On the point of chaos, whether it is evil (from a previous "Notions" post): from inside chaos, there is no meaning, so no evil. But from inside order, those who 'create' chaos do it by means of hate/destruction of order, which is evil. It hurts God's feelings a lot, but eventually they will be given what they want, chaos, but they will lose any power of action or even feeling, so no ability to destroy/hate and be evil. Satan has apparently not received this final judgment, which is why he still has the ability to be evil?

A spatial interpretation:

One-dimensional opposing forces: Heaven and Hell, axis Truth/beauty/virtue vs. not truth/beauty/virtue.

Two-dimensional oppositions resulting in the 4 possibilities discussed above, new axis is agency (as in being agent) vs. non-agency, or subject vs. object.

Three-dimensional conceptualization of opposed, non-overlapping might add a masculine vs. feminine axis?

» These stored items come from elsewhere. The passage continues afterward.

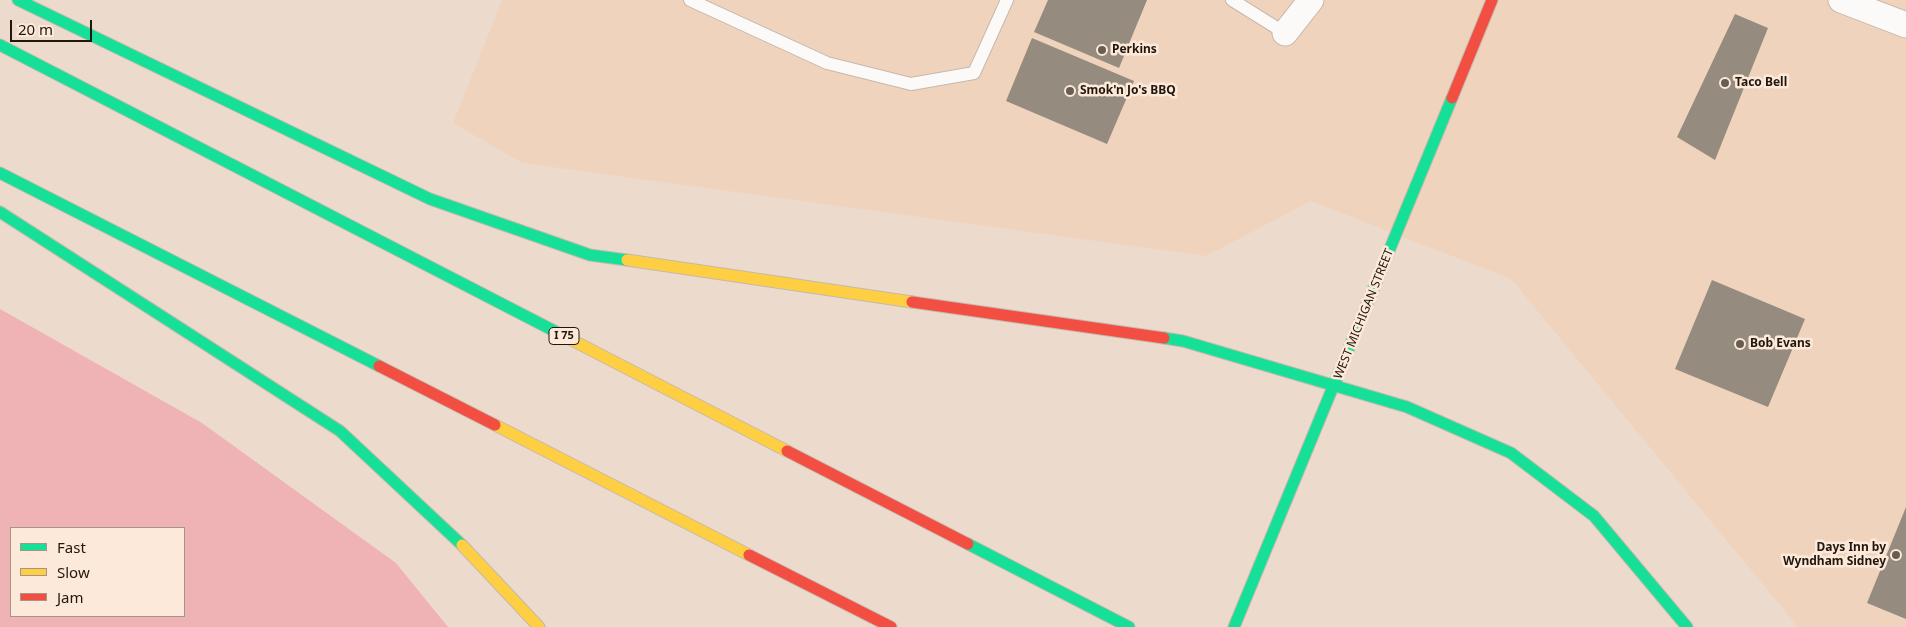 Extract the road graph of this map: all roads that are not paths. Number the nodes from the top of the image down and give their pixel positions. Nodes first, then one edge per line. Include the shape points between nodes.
1 (18, 0) edge
2 (690, 0) edge
3 (1007, 0) edge
4 (1232, 0) edge
5 (1311, 0) edge
6 (1492, 0) edge
7 (1842, 0) edge
8 (1906, 25) edge
9 (1285, 33) joint
10 (0, 45) edge
11 (0, 173) edge
12 (0, 212) edge
13 (1335, 386) junction
14 (539, 627) edge
15 (890, 627) edge
16 (1128, 627) edge
17 (1234, 627) edge
18 (1687, 627) edge

1 - 13 main road via 430,199 590,255 1183,342
2 - 3 lane via 827,62 911,84 974,73
4 - 9 lane
5 - 9 street
6 - 13 main road, WEST MICHIGAN STREET
7 - 8 street
10 - 16 main road, I 75
11 - 15 main road
12 - 14 main road via 340,431 476,559
13 - 17 main road, WEST MICHIGAN STREET
13 - 18 main road via 1407,408 1511,453 1594,516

Just as the quadrant in 2-D of not truth/beauty/virtue AND agency goes to chaos/meaninglessness, in 3-D masculine vs. feminine has no meaning when there is no agency. In other words, male and female only make sense in a place where agency creates truth/beauty/virtue. Non-agents will no longer enjoy meaningful maleness or femaleness (but they don't want to anyway. It makes God sad, but they choose to reject agent power, and the purpose of male-female meaningfulness requires agent power).

There is more. There are axes that make no sense to the feminine. (I don't know if there are axes that make no sense to the masculine, the only evidence I have is that there are things that the feminine is inconsequentially interested in that the masculine is not interested in.) I believe further axes would have to do with creating order out of chaos, dealing with external threats, expanding territory, dealing in origins. The feminine realm does have reflections of these elements, but never completely original, outside established bounds, etc. The feminine heals, nurtures, conserves, stores, organizes, reminds. Always having to do with restoration rather than original genesis.